The decision under appeal

[32]       Bryton’s application was opposed by the Third Mortgagees and the Debentureholders. The application judge dismissed Bryton’s application. There were three issues raised by Bryton: first, whether Bryton was entitled to a vesting order so that it could receive title to the Property under the Option free and clear of all creditors’ claims; second, whether Bryton was entitled to a declaratory order that proceedings relating to the validity of the Option were barred; and third, whether the creditors’ application to challenge the Option was barred by the principle of res judicata.

[33]       The application judge rejected Bryton’s request for a vesting order. He reasoned that the Option is a private contract that does not provide for other claims to be extinguished upon its exercise, and that the rights of Bryton’s private receiver did not extend beyond Bryton’s contractual rights or include the ability to convey the Property “free and clear” of third-party interests.

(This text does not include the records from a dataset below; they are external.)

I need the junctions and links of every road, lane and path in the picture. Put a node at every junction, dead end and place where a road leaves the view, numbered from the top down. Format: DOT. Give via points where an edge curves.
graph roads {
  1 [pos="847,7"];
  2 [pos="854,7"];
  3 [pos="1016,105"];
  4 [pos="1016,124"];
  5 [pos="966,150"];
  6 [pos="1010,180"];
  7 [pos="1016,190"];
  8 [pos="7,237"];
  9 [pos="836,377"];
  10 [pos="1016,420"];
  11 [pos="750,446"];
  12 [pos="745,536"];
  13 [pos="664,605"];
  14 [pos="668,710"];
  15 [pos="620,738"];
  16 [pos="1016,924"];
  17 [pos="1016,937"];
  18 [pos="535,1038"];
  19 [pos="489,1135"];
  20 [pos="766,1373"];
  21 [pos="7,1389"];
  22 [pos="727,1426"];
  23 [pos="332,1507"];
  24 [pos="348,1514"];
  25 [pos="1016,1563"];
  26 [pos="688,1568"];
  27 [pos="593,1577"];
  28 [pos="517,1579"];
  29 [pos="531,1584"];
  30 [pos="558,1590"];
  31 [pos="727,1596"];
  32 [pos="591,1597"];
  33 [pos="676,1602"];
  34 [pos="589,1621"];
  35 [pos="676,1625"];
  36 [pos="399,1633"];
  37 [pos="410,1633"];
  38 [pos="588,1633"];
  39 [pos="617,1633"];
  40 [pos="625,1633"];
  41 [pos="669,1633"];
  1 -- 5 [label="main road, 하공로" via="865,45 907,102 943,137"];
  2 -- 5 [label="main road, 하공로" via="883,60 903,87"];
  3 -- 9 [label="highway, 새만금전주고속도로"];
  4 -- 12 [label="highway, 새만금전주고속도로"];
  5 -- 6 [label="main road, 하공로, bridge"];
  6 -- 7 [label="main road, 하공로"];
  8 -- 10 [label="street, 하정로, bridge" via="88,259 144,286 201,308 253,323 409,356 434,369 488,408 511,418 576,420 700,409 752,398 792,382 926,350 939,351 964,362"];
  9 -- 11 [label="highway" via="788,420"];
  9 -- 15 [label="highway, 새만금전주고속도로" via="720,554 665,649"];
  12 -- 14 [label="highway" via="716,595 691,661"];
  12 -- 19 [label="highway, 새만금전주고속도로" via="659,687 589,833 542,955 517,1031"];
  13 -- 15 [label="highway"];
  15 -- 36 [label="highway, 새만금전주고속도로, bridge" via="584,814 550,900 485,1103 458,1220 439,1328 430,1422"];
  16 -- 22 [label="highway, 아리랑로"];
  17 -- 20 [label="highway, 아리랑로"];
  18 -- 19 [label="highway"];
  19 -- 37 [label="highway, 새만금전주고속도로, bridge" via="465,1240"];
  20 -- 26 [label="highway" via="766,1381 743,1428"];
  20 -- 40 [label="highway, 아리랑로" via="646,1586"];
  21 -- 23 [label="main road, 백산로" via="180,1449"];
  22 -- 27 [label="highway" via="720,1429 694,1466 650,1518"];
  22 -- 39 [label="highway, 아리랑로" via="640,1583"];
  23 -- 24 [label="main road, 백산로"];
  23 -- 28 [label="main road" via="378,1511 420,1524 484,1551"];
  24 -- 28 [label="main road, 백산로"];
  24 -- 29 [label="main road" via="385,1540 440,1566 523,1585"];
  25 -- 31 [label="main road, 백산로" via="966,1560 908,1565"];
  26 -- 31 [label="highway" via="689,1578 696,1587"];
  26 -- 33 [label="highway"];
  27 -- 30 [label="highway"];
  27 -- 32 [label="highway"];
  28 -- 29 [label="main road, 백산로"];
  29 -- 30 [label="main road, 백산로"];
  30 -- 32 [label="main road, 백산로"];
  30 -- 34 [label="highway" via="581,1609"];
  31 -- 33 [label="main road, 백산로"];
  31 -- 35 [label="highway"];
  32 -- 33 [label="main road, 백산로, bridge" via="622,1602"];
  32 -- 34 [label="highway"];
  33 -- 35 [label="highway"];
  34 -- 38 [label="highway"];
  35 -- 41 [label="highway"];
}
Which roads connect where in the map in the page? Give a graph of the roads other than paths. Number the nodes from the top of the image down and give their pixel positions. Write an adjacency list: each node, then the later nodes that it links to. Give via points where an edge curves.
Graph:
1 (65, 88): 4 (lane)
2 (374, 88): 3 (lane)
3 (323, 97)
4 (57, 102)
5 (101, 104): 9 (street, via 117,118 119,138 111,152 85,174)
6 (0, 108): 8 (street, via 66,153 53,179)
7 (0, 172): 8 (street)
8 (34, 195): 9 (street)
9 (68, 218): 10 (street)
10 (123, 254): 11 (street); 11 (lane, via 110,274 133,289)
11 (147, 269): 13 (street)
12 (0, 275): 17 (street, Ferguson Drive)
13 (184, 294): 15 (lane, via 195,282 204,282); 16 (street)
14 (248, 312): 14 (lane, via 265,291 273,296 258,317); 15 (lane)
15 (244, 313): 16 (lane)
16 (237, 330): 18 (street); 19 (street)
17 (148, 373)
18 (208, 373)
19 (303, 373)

He also concluded that it would not be equitable at this stage of the bankruptcy proceedings to vest out the claims of the Debentureholders and Third Mortgagees, who had not been given a fair opportunity to pursue their claims under the FCA, the APA, and the CBCA oppression remedy. Further, he noted that extinguishing the BIA claims without adjudication would conflict with his January 2021 order and the principles respecting vesting orders set out in the case law.

[34]       The application judge rejected Bryton’s request for declaratory relief for similar reasons. The Third Mortgagees and the Debentureholders had not yet commenced proceedings under ss. 95 and 96 of the BIA. There were no pleadings or evidence before the court with respect to the merits of such claims. The application judge observed that the jurisdiction conferred on the court by s. 97 of the Courts of Justice Act, R.S.O. 1990, c. C.43 (the “CJA”), to make binding declarations of right is not a free-standing provision that allows a judge to do whatever seems fair; rather, it allows the court to confirm legal rights that already exist. He concluded that Bryton’s attempt to pre-emptively bar creditors’ claims that had not yet been made was misconceived.

[35]       The application judge also rejected Bryton’s argument that claims challenging the validity of the Option were barred by cause of action or issue estoppel. With respect to cause of action estoppel, the application judge concluded that the December 2020 Scheduling Order did not bar subsequent claims from being brought. Additionally, at that time, the debtors were not bankrupt and so the creditors could not have acquired the causes of action that became vested in the bankruptcy trustee. With respect to issue estoppel, the application judge held that it would not be proper to decide whether subsequent claims were precluded by findings in his January 2021 endorsement until such claims were actually made.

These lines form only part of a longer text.